Nathan still needed to get two high-leverage outs with Jonathan Lucroy and Chris Carter due up, though, so confidence was not exactly at a high level. But you see, that’s the thing about having a guy who’s got more than enough experience in those situations. There’s also something to be said for Nathan knowing that this could well be his last hoorah. He can just let it all hang out and get after it.
And get after Lucroy he did, dialing the four-seamer up to 93 and mixing in the slider to earn a swinging strikeout. Okay, maybe the old man’s got something going here. And with frequent strikeout victim Carter up next, that grim sense I’d had earlier in the inning was fading fast. Nathan missed the plate with his first two pitches, almost as though he was luring his prey into a trap. Sure enough, he got swinging strikes on the next three pitches to end the inning.
Pat Hughes didn’t call it such at the time, but Nathan doing to the Brewers what Jeurys Familia keeps doing to the Cubs felt like the turning points the Cubs broadcaster is so fond of drawing attention to. There was really no reason to believe the Cubs would do what they eventually did, which was score 5 runs in the subsequent half inning. Given the benefit of hindsight, though, you can see how Nathan self-arresting and stopping his team from plummeting down Bennie Brewer’s slide could spur them onward.
As deflating as it is to be shut down in a sure run-scoring situation, it’s at least as uplifting for the team on the other side. And when Nathan went from nearly letting the Brewers break the game open to shutting them down and keeping the Cubs in it, the whole feeling of the game changed. I could sense it driving down the road and listening to it on the radio, the sounds of Wrigley North streaming through my stereo. Even Hughes admitted to feeling goosebumps from the sound of the road crowd. Ron Coomer agreed.
It wasn’t the AC that gave me chills as I heard the call of Anthony Rizzo’s bases-clearing double, late though it was. We were in a bit of a dead zone for both the radio and cell signals, so I had been flipping from the MLB app to the AM feeds. The radio had just cut out and the stream was buffering, so I only heard Pat saying the names of the runners who’d scored. Then the stream came back with about a 15-second delay and I got to hear the whole call. My wife asked what the heck I was doing and I just smiled.

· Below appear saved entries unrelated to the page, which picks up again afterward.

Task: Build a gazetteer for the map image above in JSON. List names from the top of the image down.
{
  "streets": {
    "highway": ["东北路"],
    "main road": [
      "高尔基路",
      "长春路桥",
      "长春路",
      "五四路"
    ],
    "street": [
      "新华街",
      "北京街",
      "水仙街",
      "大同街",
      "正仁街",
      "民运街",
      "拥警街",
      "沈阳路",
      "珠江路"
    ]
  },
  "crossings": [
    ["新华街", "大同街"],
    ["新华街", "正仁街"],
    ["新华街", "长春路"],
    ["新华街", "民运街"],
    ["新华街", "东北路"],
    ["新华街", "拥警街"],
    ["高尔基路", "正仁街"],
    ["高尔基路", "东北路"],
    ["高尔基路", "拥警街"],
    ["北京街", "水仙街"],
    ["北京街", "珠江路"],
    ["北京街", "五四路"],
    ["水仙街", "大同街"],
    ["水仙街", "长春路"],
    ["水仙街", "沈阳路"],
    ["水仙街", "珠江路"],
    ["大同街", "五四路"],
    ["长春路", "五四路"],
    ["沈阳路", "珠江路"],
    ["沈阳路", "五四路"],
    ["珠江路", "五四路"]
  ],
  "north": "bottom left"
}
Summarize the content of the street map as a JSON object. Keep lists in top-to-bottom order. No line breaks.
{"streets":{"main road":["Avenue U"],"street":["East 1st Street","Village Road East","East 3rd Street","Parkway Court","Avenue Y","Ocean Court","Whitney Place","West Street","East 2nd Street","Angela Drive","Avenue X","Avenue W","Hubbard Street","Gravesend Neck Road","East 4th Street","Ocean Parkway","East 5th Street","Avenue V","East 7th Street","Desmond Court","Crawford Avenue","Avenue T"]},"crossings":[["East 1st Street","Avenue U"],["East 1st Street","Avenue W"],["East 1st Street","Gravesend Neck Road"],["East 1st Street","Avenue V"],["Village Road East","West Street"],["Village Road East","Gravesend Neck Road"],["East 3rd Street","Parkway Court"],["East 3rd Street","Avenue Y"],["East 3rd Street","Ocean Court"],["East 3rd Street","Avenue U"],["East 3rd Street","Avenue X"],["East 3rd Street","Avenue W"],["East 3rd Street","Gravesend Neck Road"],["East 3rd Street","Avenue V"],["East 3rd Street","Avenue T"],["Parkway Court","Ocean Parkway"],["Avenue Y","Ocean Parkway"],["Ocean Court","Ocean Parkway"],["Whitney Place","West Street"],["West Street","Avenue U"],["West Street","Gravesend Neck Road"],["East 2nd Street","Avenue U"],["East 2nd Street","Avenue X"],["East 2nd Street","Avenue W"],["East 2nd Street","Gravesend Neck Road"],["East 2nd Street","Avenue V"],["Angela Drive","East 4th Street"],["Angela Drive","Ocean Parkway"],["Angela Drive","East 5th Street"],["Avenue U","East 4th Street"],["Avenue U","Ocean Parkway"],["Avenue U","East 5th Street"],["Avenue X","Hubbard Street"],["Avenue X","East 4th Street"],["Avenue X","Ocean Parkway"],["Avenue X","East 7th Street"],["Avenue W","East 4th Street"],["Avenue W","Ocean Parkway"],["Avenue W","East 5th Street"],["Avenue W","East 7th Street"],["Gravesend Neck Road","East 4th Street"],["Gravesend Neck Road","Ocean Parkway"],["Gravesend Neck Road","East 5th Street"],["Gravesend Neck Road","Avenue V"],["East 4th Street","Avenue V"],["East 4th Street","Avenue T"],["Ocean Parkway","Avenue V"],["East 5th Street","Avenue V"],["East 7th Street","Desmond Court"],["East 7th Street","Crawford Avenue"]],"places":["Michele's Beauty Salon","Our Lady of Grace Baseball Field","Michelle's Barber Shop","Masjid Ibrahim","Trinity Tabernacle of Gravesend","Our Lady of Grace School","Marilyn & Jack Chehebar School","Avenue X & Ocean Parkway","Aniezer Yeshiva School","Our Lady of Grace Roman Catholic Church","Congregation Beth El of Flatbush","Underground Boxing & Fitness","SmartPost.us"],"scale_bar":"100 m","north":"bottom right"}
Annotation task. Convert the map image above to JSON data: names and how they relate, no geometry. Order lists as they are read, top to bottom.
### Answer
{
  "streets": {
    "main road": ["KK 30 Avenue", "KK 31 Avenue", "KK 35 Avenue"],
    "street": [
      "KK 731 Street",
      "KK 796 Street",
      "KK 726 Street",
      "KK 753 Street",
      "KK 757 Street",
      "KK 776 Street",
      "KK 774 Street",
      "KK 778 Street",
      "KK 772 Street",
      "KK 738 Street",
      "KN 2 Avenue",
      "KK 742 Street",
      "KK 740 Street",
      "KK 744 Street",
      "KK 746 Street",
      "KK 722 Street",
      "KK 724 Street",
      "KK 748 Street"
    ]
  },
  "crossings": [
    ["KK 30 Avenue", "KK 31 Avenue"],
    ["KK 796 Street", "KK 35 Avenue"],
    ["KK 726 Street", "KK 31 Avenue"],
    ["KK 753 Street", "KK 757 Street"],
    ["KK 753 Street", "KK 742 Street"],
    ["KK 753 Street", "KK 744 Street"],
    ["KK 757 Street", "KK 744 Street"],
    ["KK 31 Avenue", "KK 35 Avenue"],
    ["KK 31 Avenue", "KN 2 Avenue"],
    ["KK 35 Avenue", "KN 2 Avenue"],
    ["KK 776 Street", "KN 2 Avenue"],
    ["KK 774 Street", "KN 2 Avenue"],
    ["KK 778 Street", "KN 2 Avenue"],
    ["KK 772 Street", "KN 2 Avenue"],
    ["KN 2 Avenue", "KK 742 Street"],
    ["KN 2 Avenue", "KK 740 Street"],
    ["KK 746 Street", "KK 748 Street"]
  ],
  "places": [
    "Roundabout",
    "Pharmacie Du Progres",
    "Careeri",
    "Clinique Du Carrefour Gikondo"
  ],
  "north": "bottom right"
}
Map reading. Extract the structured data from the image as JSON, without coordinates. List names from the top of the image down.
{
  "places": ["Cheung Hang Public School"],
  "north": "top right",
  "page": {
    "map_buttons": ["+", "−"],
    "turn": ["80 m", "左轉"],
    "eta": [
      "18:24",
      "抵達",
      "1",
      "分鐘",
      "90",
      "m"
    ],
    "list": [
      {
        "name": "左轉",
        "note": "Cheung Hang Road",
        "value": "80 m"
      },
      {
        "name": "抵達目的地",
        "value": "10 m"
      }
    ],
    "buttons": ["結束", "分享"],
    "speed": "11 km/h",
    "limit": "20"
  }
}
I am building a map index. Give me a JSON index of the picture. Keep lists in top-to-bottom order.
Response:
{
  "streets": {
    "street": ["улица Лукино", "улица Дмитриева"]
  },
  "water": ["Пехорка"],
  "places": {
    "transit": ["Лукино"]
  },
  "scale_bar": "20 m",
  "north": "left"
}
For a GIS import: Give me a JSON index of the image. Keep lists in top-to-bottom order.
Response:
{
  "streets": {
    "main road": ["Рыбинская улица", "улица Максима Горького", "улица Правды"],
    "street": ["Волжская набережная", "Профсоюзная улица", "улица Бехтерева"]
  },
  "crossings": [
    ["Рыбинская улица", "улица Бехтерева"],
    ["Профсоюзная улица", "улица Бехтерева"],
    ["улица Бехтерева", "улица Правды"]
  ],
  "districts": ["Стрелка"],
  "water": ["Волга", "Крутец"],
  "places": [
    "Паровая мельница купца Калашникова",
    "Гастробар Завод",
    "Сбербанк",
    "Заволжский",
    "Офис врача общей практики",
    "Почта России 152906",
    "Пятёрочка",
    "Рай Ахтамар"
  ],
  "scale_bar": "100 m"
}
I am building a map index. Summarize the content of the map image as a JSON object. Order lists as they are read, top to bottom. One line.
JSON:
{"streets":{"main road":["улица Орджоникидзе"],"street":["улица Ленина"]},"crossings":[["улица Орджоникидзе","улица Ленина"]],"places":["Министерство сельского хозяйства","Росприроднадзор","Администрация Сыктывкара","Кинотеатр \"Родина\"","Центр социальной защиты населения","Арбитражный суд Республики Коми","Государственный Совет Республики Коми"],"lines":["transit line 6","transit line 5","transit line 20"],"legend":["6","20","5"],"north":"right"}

One lament about the Cubs bullpen is that they don’t really have shut-down pitchers outside of Pedro Strop and Hector Rondon. A single inning isn’t enough to know whether Joe Nathan can be such a player, though I’d say he’s got a decent enough pedigree to give him the benefit of the doubt. And if he can continue to bring even a portion of that to bear down the stretch for the Cubs it could be a turning for their whole relief corps. Heady stuff.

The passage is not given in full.